Meeting ID: 924 2064 7424
Thesis Committee Members:
Prof. Engin Erzin (Advisor, Koç University)
Prof. Yücel Yemez (Co- Advisor, Koç University)
Assoc. Prof. Metin Sezgin (Koç University)
Prof. Murat Tekalp (Koç University)
Prof. Ali Albert Salah (Utrecht University)
Assis. Prof. Anca Dragan (University of California, Berkeley)
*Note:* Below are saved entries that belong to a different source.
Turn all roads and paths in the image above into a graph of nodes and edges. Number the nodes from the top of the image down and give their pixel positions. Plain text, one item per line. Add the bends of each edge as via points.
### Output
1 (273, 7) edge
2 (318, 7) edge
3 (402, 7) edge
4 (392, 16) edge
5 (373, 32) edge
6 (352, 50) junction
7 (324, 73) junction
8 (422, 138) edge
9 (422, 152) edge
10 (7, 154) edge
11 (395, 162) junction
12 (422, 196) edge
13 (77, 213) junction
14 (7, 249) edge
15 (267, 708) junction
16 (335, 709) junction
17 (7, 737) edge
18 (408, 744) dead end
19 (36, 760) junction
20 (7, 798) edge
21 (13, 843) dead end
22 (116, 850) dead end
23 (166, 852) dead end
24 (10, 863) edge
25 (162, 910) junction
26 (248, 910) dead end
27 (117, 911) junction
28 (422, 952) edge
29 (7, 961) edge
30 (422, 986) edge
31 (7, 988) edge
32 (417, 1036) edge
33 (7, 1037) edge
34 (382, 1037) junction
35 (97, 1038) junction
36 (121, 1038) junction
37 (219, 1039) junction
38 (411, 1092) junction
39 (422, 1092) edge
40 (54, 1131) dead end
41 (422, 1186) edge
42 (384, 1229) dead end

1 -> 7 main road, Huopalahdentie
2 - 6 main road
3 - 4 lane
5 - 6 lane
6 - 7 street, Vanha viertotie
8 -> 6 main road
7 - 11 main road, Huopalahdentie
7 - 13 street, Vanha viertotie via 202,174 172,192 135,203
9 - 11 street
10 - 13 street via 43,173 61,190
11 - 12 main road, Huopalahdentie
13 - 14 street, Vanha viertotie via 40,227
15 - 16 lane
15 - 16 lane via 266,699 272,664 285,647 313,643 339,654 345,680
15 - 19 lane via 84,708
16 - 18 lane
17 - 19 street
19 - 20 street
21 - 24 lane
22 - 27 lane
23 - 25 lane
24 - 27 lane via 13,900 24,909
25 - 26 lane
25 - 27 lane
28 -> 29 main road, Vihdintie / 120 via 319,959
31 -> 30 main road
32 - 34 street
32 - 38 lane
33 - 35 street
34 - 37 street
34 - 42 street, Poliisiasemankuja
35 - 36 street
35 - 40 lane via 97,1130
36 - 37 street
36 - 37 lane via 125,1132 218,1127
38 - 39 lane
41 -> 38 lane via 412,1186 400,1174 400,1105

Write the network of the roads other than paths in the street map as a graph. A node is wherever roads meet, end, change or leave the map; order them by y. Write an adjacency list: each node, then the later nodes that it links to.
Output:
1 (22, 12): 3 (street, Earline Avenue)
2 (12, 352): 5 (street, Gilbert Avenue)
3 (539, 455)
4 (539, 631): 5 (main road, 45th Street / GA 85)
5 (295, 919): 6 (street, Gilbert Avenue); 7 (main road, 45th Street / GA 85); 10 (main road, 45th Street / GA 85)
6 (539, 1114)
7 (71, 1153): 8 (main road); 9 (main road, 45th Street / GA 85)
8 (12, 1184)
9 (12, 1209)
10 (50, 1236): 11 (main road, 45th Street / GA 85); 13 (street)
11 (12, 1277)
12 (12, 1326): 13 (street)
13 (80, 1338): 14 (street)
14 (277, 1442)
A common issue in the field of social robotics is the need to maintain user engagement during human-robot interaction (HRI). Engagement has been used as a typical metric to gauge the success of HRI, and hence it is regarded as a universal goal in the design of social robots. In this thesis, we train a generation model of non-verbal behaviors, smiles and nods, as backchannels in a robot to engage humans during HRI. We propose a novel batch reinforcement learning (batch-RL) formulation for the task, where we take advantage of recorded human-to-human interaction data to learn a policy offline. The formulation treats user engagement as the reward and constructs a backchannel policy that maximizes it. We propose three value-based off-policy batch-RL algorithms to address the problem, which differ in the manipulation of the samples in the dataset to make the gradient updates. To evaluate the policies trained with these algorithms, offline evaluation methods are used such as off-policy policy evaluation (OPE) and Bellman residual. A final work presented in the thesis is the design and execution of a user study on HRI with a backchanneling robot. The interaction is designed with an expressive 3d robotic head in a story-shaping interaction scenario, where the learned backchannel policy controls the nod and smile behaviors. Subjective questionnaires and engagement values extracted from user’s social signals are used to assess the impact of robot’s social behavior on the participants. The higher acceptability of the RL policy versus a baseline policy is indicated by the statistically significant differences in the evaluation scores. The research work presented in this thesis addresses only one class of robot behavior towards socially engaging robots. As a pioneering work, it paves way for automation of numerous other desired robot behaviors that target other metrics used in the design of human-robot interaction systems.